We can make a stripped down version of blog platform (no communities, no custom styles) with a focus on privacy of interaction and human touch.

What we want to attempt to get back is every day journals and personal notes.

Here is an outline:

  • Human to human.

    Connections are reciprocal (like linkedin), they cannot be made blindly (not like linkedin).

    • There is no signup, a user should be invited

      Real users should invite real users. A user should vouch for new invitees with their account

    • If there is no common connection, a user should whitelist another one in order for them to issue a connection request.

      Random people will not be able to bother you

    • If there is a common connection, a user can ask them to mediate the connection request and do an introduction

  • Connections as a discovery mechanic

    There is no common feed to read, there is no rating, no kind of global discovery. Since a user had been invited by another one, their feed will start with the posts from that user exclusively + system journal with news.

    The default feed for a given user will only show the content from their direct connections. The discovery can be done by checking the comments (connections of connections) and reading the posts from connections of connections in case they allow that (comments should be hidden in this case, since they may be from your 3rd level connections).

    It's completely ok to be done with all new posts for the day, no infinite feeds.

  • Long form

    The focus will be on the longer type of texts. You can do quick short posts but the platform should discourage or group that to limit the noise.

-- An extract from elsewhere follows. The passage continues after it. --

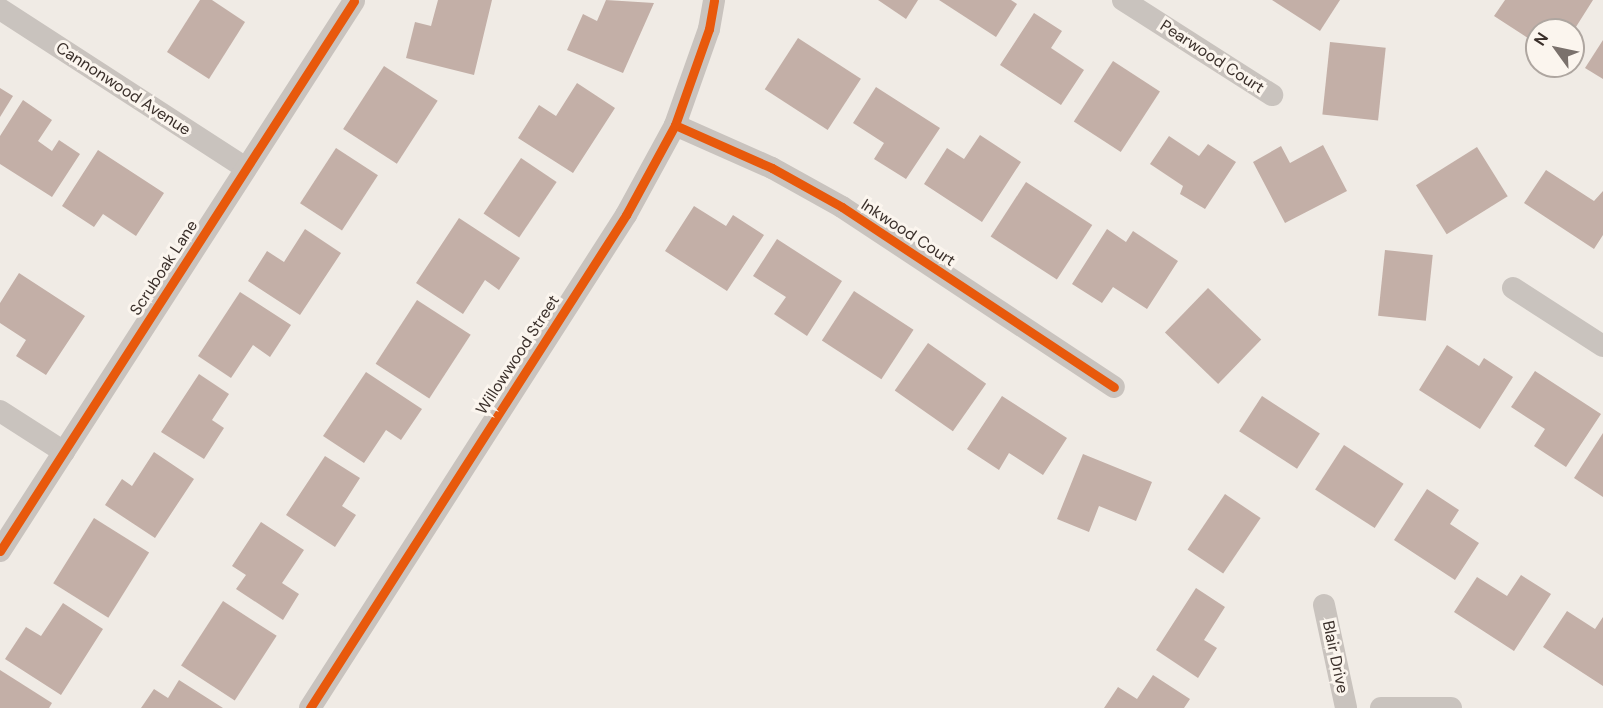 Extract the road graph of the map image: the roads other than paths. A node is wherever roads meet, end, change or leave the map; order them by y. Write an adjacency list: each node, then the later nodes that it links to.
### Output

    Text content is markdown with images and possibly embeds github style.

    There is no need to keep it that way forever, we new post types may be allowed

    Comments are threaded, emotions for posts are available (not for comments). It may be possible to comment certain parts of the posts.

  • Users in control of their feed

    There is no reason for a user to read all the posts from their connections. It's possible that you want to keep the connection, but the posts are never interesting or you only like a certain types of updates from a user. A user should be able to filter out the posts they do not want

  • Completely open

    Since there is no focus on pageviews and monetisation, there is no reason to hold to content either, which means

    • Opensource implementation in case somebody wants to launch a separate instance

      This does not mean any sort of federation.

    • Full import/export, in case a user want to get out.

    • Per user API, no way to crawl the graph for mobile apps and other sorts of clients. Official client, if there is one, should use the public api.

  • Community responsibility

    Every user is responsible for the people they've invited. If you invitee starts posting crazy stuff you need to handle that. If a lot of people flag the content of your invitee, you need to handle that.

    • A user can revoke the invite and unless another existing user picks up the torch, the journal will be suspended.
    • A user that flags/revokes too many invites is penalised. A flag requires an explanation.
    • If you simply don't like the content - do not flag it, just mute it

    As a reader you can help others by marking certain types of the content (e.g. self promotion, politics etc). You should also flag the content if it crossed all limits. Keep in mind, that you should keep this tool for extreme cases like porn and violence. If you're just uncomfortable - mute or remove the connection.

Funding

The best way to avoid distortion by vc is to exclude vcs from the ecuation. The platform should be worked on non-profit basis and any monetisation should never be a function of pageviews/reads.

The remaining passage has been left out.